Work As A Cohesive Unit

Supportive partners in a relationship know how to work with their significant other as a team. Doing so creates balance and an understanding between the two parties. Just as you can support your spouse or partner, they can be a support for you. By treating one another as equals and true partners, you can both be more supportive in your relationship. Doing so will only make your relationship as a whole stronger.

Why Is Supportive Relationship Important?

When it comes to supporting your relationship, it is important to understand exactly what your partner is looking for. The level of support needed varies from person to person. Without knowing what your partner needs, it can be difficult to get through difficult times. The question that comes to mind, though, is why?

Being supportive in a relationship is important for several reasons. One of the most important is that your partner is supposed to be the person that you trust more than anyone else. Acting as the pillar of support is just one of many ways that trust can be exercised. Having a support system in place has also been proven to reduce stress levels in an individual’s life and general relationship.

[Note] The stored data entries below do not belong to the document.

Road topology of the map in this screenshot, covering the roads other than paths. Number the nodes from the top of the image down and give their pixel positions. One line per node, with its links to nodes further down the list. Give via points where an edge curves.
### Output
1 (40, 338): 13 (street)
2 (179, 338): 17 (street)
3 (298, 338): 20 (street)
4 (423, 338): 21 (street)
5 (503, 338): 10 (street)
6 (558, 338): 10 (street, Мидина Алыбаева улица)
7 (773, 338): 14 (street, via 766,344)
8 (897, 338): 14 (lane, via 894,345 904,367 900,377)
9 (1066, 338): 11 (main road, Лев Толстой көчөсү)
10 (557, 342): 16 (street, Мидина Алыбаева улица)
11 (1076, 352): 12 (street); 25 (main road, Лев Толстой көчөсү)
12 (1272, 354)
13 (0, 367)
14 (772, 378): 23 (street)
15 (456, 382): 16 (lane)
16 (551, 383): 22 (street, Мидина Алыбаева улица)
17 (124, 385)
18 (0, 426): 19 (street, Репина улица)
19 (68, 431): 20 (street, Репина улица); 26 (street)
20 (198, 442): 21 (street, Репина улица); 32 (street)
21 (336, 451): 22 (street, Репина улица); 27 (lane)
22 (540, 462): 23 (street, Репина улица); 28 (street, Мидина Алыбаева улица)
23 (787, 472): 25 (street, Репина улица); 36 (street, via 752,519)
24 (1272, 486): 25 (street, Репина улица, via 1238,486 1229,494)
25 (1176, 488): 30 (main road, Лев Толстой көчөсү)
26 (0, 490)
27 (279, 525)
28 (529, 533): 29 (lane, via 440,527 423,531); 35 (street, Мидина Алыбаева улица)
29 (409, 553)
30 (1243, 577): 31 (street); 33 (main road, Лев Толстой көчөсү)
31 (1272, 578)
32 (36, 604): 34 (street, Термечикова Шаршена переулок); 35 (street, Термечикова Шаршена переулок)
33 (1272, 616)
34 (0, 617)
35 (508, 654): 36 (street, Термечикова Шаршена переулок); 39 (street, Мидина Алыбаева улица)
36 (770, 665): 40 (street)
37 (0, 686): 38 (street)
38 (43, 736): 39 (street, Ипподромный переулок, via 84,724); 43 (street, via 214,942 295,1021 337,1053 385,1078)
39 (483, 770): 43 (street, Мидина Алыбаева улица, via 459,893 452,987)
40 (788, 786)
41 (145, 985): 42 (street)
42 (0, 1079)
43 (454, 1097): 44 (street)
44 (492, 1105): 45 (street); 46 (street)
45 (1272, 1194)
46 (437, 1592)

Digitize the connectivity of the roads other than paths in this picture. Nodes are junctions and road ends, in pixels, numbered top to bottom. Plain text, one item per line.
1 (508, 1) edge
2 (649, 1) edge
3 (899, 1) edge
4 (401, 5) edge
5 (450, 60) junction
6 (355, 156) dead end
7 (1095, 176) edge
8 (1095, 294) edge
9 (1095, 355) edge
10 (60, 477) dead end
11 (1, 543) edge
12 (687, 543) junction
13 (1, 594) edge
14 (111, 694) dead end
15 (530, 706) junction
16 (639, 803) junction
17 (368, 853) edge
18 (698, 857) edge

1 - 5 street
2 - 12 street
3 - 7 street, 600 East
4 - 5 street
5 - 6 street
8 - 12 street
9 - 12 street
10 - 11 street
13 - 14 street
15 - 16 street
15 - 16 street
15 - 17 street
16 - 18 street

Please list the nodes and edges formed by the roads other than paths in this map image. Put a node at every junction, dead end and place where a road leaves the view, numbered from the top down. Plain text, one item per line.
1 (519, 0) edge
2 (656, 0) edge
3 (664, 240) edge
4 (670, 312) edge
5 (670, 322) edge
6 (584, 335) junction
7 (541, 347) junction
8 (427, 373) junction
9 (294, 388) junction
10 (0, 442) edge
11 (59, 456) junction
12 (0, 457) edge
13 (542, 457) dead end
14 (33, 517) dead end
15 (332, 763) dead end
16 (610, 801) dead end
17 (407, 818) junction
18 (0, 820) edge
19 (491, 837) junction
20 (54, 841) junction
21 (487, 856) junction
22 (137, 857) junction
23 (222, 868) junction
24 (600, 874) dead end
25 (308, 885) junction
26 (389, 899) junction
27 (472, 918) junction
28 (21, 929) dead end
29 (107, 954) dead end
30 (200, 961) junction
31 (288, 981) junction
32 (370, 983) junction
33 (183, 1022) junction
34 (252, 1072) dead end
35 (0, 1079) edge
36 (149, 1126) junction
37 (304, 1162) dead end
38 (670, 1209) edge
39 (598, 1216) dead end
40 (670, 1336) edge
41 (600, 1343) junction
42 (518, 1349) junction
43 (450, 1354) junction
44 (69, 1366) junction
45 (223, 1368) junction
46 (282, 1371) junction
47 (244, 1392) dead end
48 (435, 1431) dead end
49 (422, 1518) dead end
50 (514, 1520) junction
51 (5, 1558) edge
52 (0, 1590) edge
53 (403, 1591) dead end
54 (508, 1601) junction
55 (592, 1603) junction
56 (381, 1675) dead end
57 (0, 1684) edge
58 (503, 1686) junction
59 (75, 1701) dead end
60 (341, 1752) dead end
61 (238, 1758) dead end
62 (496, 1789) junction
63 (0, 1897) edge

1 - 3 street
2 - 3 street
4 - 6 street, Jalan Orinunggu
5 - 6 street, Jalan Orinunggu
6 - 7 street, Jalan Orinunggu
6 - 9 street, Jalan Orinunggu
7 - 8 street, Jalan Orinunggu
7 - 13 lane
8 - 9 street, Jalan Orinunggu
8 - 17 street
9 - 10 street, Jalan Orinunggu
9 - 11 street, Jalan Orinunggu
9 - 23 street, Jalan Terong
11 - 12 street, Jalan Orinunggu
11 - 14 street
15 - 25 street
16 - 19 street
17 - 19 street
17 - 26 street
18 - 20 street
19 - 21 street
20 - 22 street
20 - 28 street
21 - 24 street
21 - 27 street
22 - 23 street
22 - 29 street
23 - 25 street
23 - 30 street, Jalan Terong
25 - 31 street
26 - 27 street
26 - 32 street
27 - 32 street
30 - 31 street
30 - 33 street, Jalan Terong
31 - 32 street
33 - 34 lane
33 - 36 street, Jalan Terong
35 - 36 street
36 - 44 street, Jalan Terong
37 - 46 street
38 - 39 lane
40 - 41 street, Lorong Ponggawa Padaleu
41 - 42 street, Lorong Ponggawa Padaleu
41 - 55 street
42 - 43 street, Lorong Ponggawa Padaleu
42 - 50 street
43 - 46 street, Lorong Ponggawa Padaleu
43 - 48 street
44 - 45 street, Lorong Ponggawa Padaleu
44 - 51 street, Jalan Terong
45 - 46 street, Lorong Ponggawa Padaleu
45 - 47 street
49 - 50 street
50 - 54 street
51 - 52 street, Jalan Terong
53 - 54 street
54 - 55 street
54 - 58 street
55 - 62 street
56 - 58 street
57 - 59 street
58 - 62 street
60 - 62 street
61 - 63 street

A relationship that helps decrease stress has the potential to go the distance. If you struggle with offering support in your relationship, it might be a good idea to seek professional help in developing the necessary skills and tools to do so. A qualified professional will help you see how being supportive can help your relationship and take to become more supportive little by little. It is not expected that you can become completely supportive after reading a single article or seeing a counselor one time. Rather, over time, you might find that being supportive is an action that becomes more like muscle memory.